I want a random selection of rows in PostgreSQL, I tried this:
select * from table where random() < 0.01;
But some other recommend this:
select * from table order by random() limit 1000;
I have a very large table with 500 Million rows, I want it to be fast.
Which approach is better? What are the differences? What is the best way to select random rows?
This question is related to
sql
performance
postgresql
random
Given your specifications (plus additional info in the comments),
The query below does not need a sequential scan of the big table, only an index scan.
First, get estimates for the main query:
SELECT count(*) AS ct -- optional
, min(id) AS min_id
, max(id) AS max_id
, max(id) - min(id) AS id_span
FROM big;
The only possibly expensive part is the count(*)
(for huge tables). Given above specifications, you don't need it.

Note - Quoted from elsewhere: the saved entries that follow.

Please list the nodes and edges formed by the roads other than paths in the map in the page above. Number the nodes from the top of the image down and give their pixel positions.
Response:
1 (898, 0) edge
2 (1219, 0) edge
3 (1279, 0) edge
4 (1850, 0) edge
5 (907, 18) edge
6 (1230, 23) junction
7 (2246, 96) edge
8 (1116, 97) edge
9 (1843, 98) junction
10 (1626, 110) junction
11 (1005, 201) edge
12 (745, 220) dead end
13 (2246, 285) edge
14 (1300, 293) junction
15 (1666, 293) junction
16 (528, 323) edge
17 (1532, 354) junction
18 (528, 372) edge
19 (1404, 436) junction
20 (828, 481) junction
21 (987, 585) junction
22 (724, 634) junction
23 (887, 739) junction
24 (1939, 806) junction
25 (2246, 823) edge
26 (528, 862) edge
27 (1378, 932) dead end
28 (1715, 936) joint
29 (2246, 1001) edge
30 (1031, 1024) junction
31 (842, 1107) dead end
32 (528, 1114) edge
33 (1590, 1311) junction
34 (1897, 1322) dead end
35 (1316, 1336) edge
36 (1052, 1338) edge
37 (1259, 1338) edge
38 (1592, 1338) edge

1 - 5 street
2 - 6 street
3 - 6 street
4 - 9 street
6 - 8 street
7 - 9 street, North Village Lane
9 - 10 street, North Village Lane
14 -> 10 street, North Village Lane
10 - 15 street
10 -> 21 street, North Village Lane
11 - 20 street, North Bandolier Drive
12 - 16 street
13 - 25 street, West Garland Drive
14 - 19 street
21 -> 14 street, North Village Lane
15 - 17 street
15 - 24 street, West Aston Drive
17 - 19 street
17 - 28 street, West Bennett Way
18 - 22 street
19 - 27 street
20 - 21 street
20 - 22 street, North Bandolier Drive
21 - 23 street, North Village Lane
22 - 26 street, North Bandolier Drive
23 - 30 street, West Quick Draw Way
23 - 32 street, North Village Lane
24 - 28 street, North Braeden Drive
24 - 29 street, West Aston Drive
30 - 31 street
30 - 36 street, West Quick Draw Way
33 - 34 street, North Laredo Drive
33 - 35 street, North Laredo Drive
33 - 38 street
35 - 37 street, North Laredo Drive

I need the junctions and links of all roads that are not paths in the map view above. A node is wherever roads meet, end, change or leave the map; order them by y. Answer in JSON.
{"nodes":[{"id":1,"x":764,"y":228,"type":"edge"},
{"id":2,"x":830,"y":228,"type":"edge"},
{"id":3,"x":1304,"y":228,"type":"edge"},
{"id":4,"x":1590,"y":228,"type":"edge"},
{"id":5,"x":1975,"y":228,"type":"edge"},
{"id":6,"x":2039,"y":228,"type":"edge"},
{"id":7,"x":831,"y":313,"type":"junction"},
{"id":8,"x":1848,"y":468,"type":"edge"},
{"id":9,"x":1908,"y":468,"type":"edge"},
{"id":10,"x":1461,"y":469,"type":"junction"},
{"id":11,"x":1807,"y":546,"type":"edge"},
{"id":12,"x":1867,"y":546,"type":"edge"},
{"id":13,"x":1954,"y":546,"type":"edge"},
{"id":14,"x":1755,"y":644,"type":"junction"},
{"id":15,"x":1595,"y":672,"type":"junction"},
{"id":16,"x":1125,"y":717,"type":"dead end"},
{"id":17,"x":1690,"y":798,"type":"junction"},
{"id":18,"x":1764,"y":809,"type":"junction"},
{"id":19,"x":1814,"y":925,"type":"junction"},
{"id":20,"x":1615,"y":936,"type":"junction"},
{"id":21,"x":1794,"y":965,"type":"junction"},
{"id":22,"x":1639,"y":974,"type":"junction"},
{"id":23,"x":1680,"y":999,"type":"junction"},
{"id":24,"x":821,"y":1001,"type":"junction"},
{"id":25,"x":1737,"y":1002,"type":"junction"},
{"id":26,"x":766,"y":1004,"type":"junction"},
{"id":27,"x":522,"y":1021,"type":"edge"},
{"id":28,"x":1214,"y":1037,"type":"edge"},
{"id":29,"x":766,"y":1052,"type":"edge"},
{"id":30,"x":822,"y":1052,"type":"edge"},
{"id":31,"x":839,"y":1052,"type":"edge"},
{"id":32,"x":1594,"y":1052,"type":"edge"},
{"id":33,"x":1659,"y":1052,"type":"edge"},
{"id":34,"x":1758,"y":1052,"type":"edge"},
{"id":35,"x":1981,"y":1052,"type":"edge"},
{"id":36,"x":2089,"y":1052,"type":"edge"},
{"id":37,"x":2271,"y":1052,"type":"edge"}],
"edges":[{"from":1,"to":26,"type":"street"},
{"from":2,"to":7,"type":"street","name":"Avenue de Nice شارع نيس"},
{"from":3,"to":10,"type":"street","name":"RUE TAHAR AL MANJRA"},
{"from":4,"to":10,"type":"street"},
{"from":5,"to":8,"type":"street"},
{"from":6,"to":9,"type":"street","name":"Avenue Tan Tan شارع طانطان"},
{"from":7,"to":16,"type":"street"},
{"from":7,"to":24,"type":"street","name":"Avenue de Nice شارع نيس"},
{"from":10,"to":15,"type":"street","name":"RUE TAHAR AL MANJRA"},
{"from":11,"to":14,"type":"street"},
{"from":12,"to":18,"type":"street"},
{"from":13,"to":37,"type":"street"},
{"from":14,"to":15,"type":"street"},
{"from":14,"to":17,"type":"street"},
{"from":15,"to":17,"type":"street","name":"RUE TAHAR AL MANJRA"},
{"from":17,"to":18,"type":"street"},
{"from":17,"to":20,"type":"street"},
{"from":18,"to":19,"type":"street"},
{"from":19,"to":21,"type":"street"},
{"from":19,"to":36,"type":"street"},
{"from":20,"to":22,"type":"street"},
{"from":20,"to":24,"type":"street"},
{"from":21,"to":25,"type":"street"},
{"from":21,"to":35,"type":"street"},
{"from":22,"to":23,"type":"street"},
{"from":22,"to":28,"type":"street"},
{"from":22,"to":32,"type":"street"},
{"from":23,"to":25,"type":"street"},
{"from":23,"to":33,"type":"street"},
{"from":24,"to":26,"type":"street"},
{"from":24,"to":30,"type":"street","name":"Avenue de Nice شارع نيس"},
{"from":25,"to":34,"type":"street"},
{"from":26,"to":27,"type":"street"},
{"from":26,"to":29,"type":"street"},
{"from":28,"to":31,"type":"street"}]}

An estimate will do just fine, available at almost no cost (detailed explanation here):
SELECT reltuples AS ct FROM pg_class WHERE oid = 'schema_name.big'::regclass;
As long as ct
isn't much smaller than id_span
, the query will outperform other approaches.
WITH params AS (
SELECT 1 AS min_id -- minimum id <= current min id
, 5100000 AS id_span -- rounded up. (max_id - min_id + buffer)
)
SELECT *
FROM (
SELECT p.min_id + trunc(random() * p.id_span)::integer AS id
FROM params p
,generate_series(1, 1100) g -- 1000 + buffer
GROUP BY 1 -- trim duplicates
) r
JOIN big USING (id)
LIMIT 1000; -- trim surplus
Generate random numbers in the id
space. You have "few gaps", so add 10 % (enough to easily cover the blanks) to the number of rows to retrieve.
Each id
can be picked multiple times by chance (though very unlikely with a big id space), so group the generated numbers (or use DISTINCT
).
Join the id
s to the big table. This should be very fast with the index in place.
Finally trim surplus id
s that have not been eaten by dupes and gaps. Every row has a completely equal chance to be picked.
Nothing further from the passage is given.